Each record should be given again exactly as it appears, with no image included.

• **Saved data entries**:
————
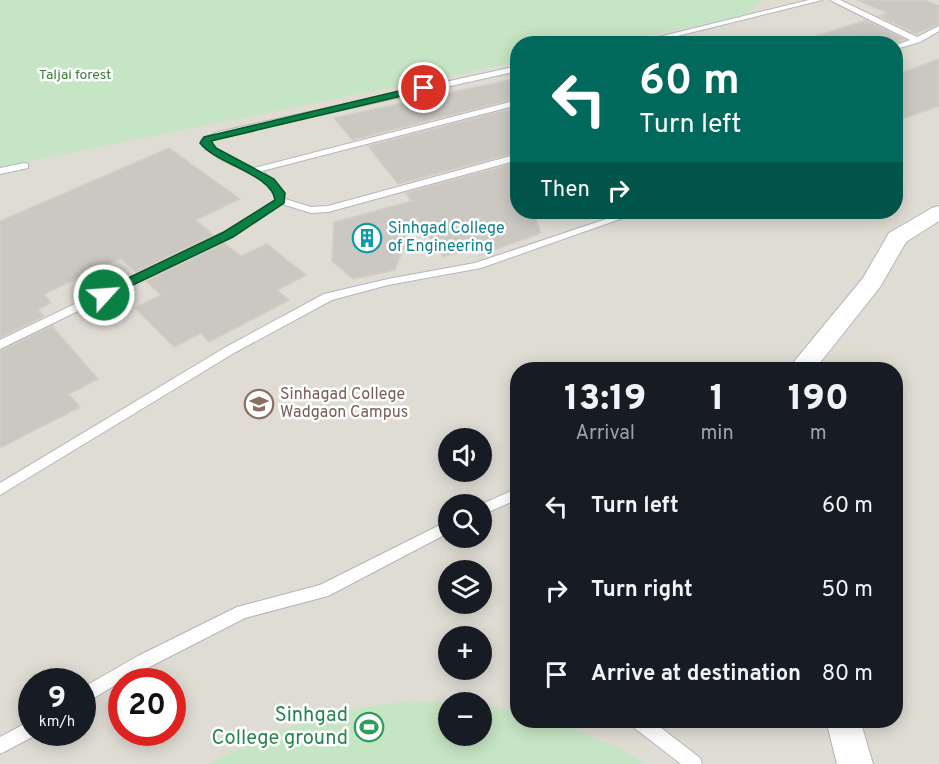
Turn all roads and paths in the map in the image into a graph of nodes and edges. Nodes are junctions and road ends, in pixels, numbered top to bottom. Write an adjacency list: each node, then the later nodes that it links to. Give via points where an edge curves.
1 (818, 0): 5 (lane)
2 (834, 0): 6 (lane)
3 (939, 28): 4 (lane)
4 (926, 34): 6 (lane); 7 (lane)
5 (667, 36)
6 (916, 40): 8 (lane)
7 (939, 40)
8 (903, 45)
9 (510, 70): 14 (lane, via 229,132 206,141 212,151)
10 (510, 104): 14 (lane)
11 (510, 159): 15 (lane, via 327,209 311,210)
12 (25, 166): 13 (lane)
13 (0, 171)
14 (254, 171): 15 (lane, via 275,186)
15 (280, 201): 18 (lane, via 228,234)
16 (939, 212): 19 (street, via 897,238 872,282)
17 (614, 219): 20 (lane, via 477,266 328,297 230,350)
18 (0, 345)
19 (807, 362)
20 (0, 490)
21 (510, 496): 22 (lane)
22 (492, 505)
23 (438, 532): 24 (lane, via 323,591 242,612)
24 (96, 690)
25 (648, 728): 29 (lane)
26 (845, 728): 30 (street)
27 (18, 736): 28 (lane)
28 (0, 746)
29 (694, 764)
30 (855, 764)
————
• **Response to this task**:
Turn all roads and paths in the map in the image into a graph of nodes and edges. Nodes are junctions and road ends, in pixels, numbered top to bottom. Write an adjacency list: each node, then the later nodes that it links to. Give via points where an edge curves.
1 (818, 0): 5 (lane)
2 (834, 0): 6 (lane)
3 (939, 28): 4 (lane)
4 (926, 34): 6 (lane); 7 (lane)
5 (667, 36)
6 (916, 40): 8 (lane)
7 (939, 40)
8 (903, 45)
9 (510, 70): 14 (lane, via 229,132 206,141 212,151)
10 (510, 104): 14 (lane)
11 (510, 159): 15 (lane, via 327,209 311,210)
12 (25, 166): 13 (lane)
13 (0, 171)
14 (254, 171): 15 (lane, via 275,186)
15 (280, 201): 18 (lane, via 228,234)
16 (939, 212): 19 (street, via 897,238 872,282)
17 (614, 219): 20 (lane, via 477,266 328,297 230,350)
18 (0, 345)
19 (807, 362)
20 (0, 490)
21 (510, 496): 22 (lane)
22 (492, 505)
23 (438, 532): 24 (lane, via 323,591 242,612)
24 (96, 690)
25 (648, 728): 29 (lane)
26 (845, 728): 30 (street)
27 (18, 736): 28 (lane)
28 (0, 746)
29 (694, 764)
30 (855, 764)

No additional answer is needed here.